** What to work on **
Working through the lines below, return each one that holds "street".

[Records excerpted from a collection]
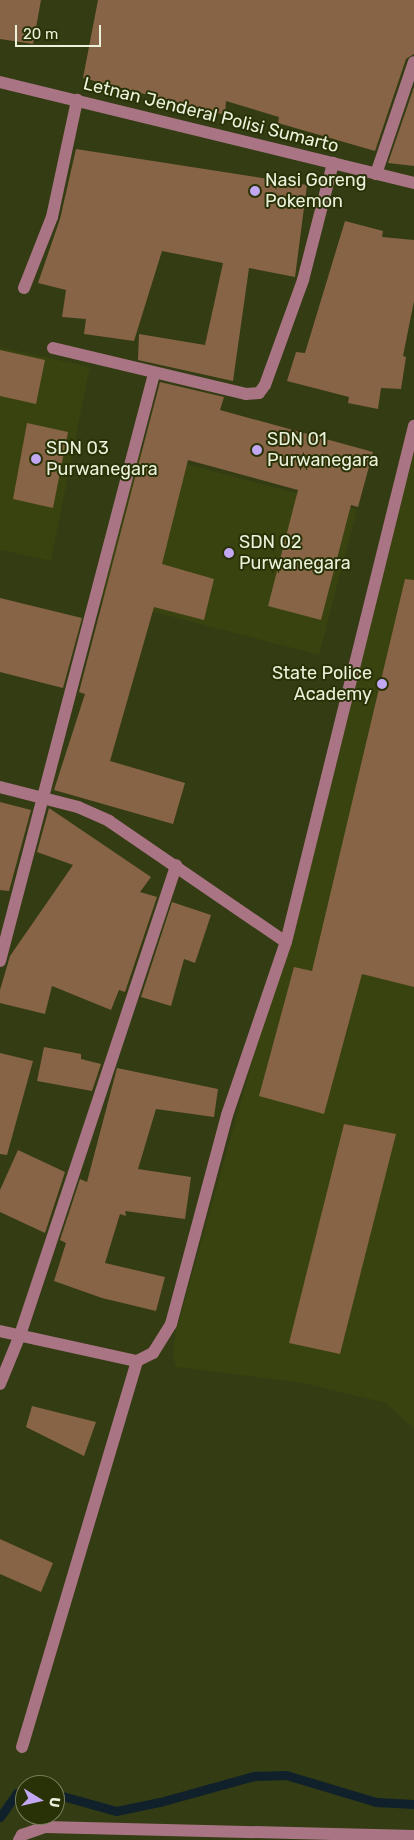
<!DOCTYPE html>
<style>
body{margin:0}
#map{position:relative;width:414px;height:1840px;overflow:hidden;background:#333c13;font-family:Rubik,sans-serif}
div>[style]{position:absolute}
.built>*{inset:0;background:#384310}
.stream>*{height:9px;margin:-4.5px;padding:0 4.5px;transform-origin:4.5px;border-radius:4.5px;background:#11212c}
.building>*{inset:0;background:#876446}
.minor>*{height:12px;margin:-6px;padding:0 6px;transform-origin:6px;border-radius:6px;background:#a97483}
.dots>*{width:14px;height:14px;translate:-50% -50%;box-sizing:border-box;border:2px solid #293207;border-radius:50%}
span{translate:-50% -50%;white-space:nowrap;text-align:center;line-height:1.15;-webkit-text-stroke:4px #293207;paint-order:stroke}
.street-label{font-size:18px;color:#ebf1da}
.poi-label{font-size:18px;color:#ebf1da}
.left{translate:0 -50%;text-align:left}
.right{translate:-100% -50%;text-align:right}
.north{position:absolute;left:15px;top:1775px;width:50px;height:50px;box-sizing:border-box;background:#293207;border:1px solid #777e5b;border-radius:50%;rotate:99deg;font-size:14px;font-weight:700;line-height:20px;text-align:center;color:#ebf1da}
.north::after{content:'';display:block;margin:auto;width:18px;height:22px;background:#c2a8f2;clip-path:polygon(50% 0,100% 100%,50% 72%,0 100%)}
.scale{position:absolute;left:15px;top:25px;width:86px;height:22px;box-sizing:border-box;border:2px solid #ebf1da;border-top:0;padding-left:6px;font-size:15px;line-height:18px;white-space:nowrap;color:#ebf1da;-webkit-text-stroke:4px #293207;paint-order:stroke}
</style>
<div id="map">
<div class="built">
<i style="clip-path:polygon(0 347px,90px 367px,51px 561px,0 550px)"></i>
<i style="clip-path:polygon(414px 426px,414px 1429px,386px 1403px,303px 1383px,176px 1367px,173px 1356px,175px 1334px,286px 942px)"></i>
<i style="clip-path:polygon(139px 452px,357px 509px,319px 655px,101px 598px)"></i>
</div>
<div class="stream">
<i style="left:55px;top:1794px;width:63px;rotate:15.6deg"></i>
<i style="left:116px;top:1811px;width:45px;rotate:-11.6deg"></i>
<i style="left:160px;top:1802px;width:98px;rotate:-15.5deg"></i>
<i style="left:254px;top:1776px;width:32px;rotate:-2deg"></i>
<i style="left:286px;top:1775px;width:94px;rotate:16.7deg"></i>
<i style="left:376px;top:1802px;width:38px;rotate:3deg"></i>
<i style="left:0;top:1817px;width:29px;rotate:-55deg"></i>
<i style="left:17px;top:1793px;width:8px"></i>
</div>
<div class="building">
<i style="clip-path:polygon(0 0,41px 0,33px 44px,0 39px)"></i>
<i style="clip-path:polygon(98px 0,414px 0,414px 54px,406px 59px,375px 151px,278px 123px,279px 117px,226px 101px,225px 115px,83px 78px)"></i>
<i style="clip-path:polygon(414px 87px,414px 166px,388px 163px)"></i>
<i style="clip-path:polygon(76px 149px,307px 185px,295px 277px,249px 268px,233px 381px,138px 360px,139px 334px,205px 345px,223px 263px,162px 251px,134px 341px,84px 334px,86px 319px,62px 317px,66px 290px,38px 283px,60px 219px)"></i>
<i style="clip-path:polygon(345px 221px,383px 231px,382px 237px,414px 240px,414px 301px,403px 356px,406px 357px,401px 389px,381px 388px,378px 409px,348px 403px,349px 397px,287px 381px,296px 352px,305px 353px)"></i>
<i style="clip-path:polygon(0 350px,45px 360px,36px 404px,0 396px)"></i>
<i style="clip-path:polygon(160px 382px,224px 397px,220px 410px,373px 452px,358px 507px,351px 505px,321px 620px,268px 606px,298px 490px,188px 460px,162px 564px,214px 579px,204px 620px,154px 607px,110px 761px,185px 783px,173px 824px,54px 790px,85px 694px,79px 692px)"></i>
<i style="clip-path:polygon(27px 423px,68px 432px,53px 508px,13px 499px)"></i>
<i style="clip-path:polygon(405px 579px,414px 580px,414px 987px,362px 974px,324px 1114px,259px 1096px,294px 967px,312px 971px)"></i>
<i style="clip-path:polygon(0 598px,82px 618px,63px 688px,0 672px)"></i>
<i style="clip-path:polygon(0 802px,31px 810px,9px 891px,0 890px)"></i>
<i style="clip-path:polygon(49px 808px,151px 877px,140px 892px,157px 897px,125px 992px,119px 990px,111px 1010px,52px 986px,45px 1014px,0 1003px,0 990px,10px 956px,73px 865px,37px 852px)"></i>
<i style="clip-path:polygon(172px 902px,211px 915px,195px 963px,184px 959px,171px 1006px,141px 997px)"></i>
<i style="clip-path:polygon(44px 1047px,81px 1054px,81px 1059px,101px 1064px,92px 1091px,37px 1081px)"></i>
<i style="clip-path:polygon(0 1053px,33px 1061px,7px 1155px,0 1154px)"></i>
<i style="clip-path:polygon(117px 1068px,218px 1089px,214px 1117px,156px 1109px,138px 1169px,191px 1177px,185px 1219px,125px 1211px,126px 1216px,120px 1214px,105px 1263px,165px 1277px,156px 1311px,102px 1298px,54px 1281px,66px 1243px,60px 1240px,80px 1179px,87px 1182px)"></i>
<i style="clip-path:polygon(344px 1124px,396px 1134px,340px 1354px,289px 1343px)"></i>
<i style="clip-path:polygon(18px 1150px,65px 1172px,45px 1233px,0 1212px,0 1190px)"></i>
<i style="clip-path:polygon(32px 1406px,96px 1422px,84px 1456px,26px 1427px)"></i>
<i style="clip-path:polygon(0 1539px,53px 1563px,41px 1592px,0 1574px)"></i>
</div>
<div class="minor">
<i style="left:0;top:82px;width:426px;rotate:13.7deg"></i>
<i style="left:376px;top:174px;width:118px;rotate:-71.3deg"></i>
<i style="left:24px;top:288px;width:76px;rotate:-68.5deg"></i>
<i style="left:52px;top:217px;width:120px;rotate:-77.9deg"></i>
<i style="left:53px;top:348px;width:198px;rotate:13.4deg"></i>
<i style="left:246px;top:394px;width:13px;rotate:-4deg"></i>
<i style="left:259px;top:393px;width:10px;rotate:-53deg"></i>
<i style="left:265px;top:385px;width:112px;rotate:-70.1deg"></i>
<i style="left:303px;top:280px;width:121px;rotate:-75.6deg"></i>
<i style="left:0;top:787px;width:81px;rotate:14.4deg"></i>
<i style="left:78px;top:807px;width:34px;rotate:24deg"></i>
<i style="left:109px;top:821px;width:214px;rotate:34.4deg"></i>
<i style="left:0;top:961px;width:607px;rotate:-75.3deg"></i>
<i style="left:0;top:1331px;width:140px;rotate:12.4deg"></i>
<i style="left:137px;top:1361px;width:18px;rotate:-27deg"></i>
<i style="left:153px;top:1353px;width:34px;rotate:-58deg"></i>
<i style="left:171px;top:1324px;width:216px;rotate:-75deg"></i>
<i style="left:227px;top:1115px;width:183px;rotate:-71.2deg"></i>
<i style="left:286px;top:942px;width:532px;rotate:-76.07deg"></i>
<i style="left:0;top:1384px;width:53px;rotate:-67.8deg"></i>
<i style="left:20px;top:1335px;width:495px;rotate:-71.6deg"></i>
<i style="left:22px;top:1747px;width:403px;rotate:-73.4deg"></i>
<i style="left:19px;top:1840px;width:6px;rotate:-59deg"></i>
<i style="left:22px;top:1835px;width:24px;rotate:-19deg"></i>
<i style="left:45px;top:1827px;width:369px;rotate:1.4deg"></i>
</div>
<div class="dots">
<i style="left:255px;top:191px;background:#c2a8f2"></i>
<i style="left:257px;top:450px;background:#c2a8f2"></i>
<i style="left:36px;top:459px;background:#c2a8f2"></i>
<i style="left:229px;top:553px;background:#c2a8f2"></i>
<i style="left:382px;top:684px;background:#c2a8f2"></i>
</div>
<div class="street-label">
<span style="left:211px;top:115px;rotate:14deg">Letnan Jenderal Polisi Sumarto</span>
</div>
<div class="poi-label">
<span class="left" style="left:265px;top:191px">Nasi Goreng<br>Pokemon</span>
<span class="left" style="left:267px;top:450px">SDN 01<br>Purwanegara</span>
<span class="left" style="left:46px;top:459px">SDN 03<br>Purwanegara</span>
<span class="left" style="left:239px;top:553px">SDN 02<br>Purwanegara</span>
<span class="right" style="left:372px;top:684px">State Police<br>Academy</span>
</div>
<div class="north">U</div>
<div class="scale">20 m</div>
</div>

** Exercise response **
.street-label{font-size:18px;color:#ebf1da}
<div class="street-label">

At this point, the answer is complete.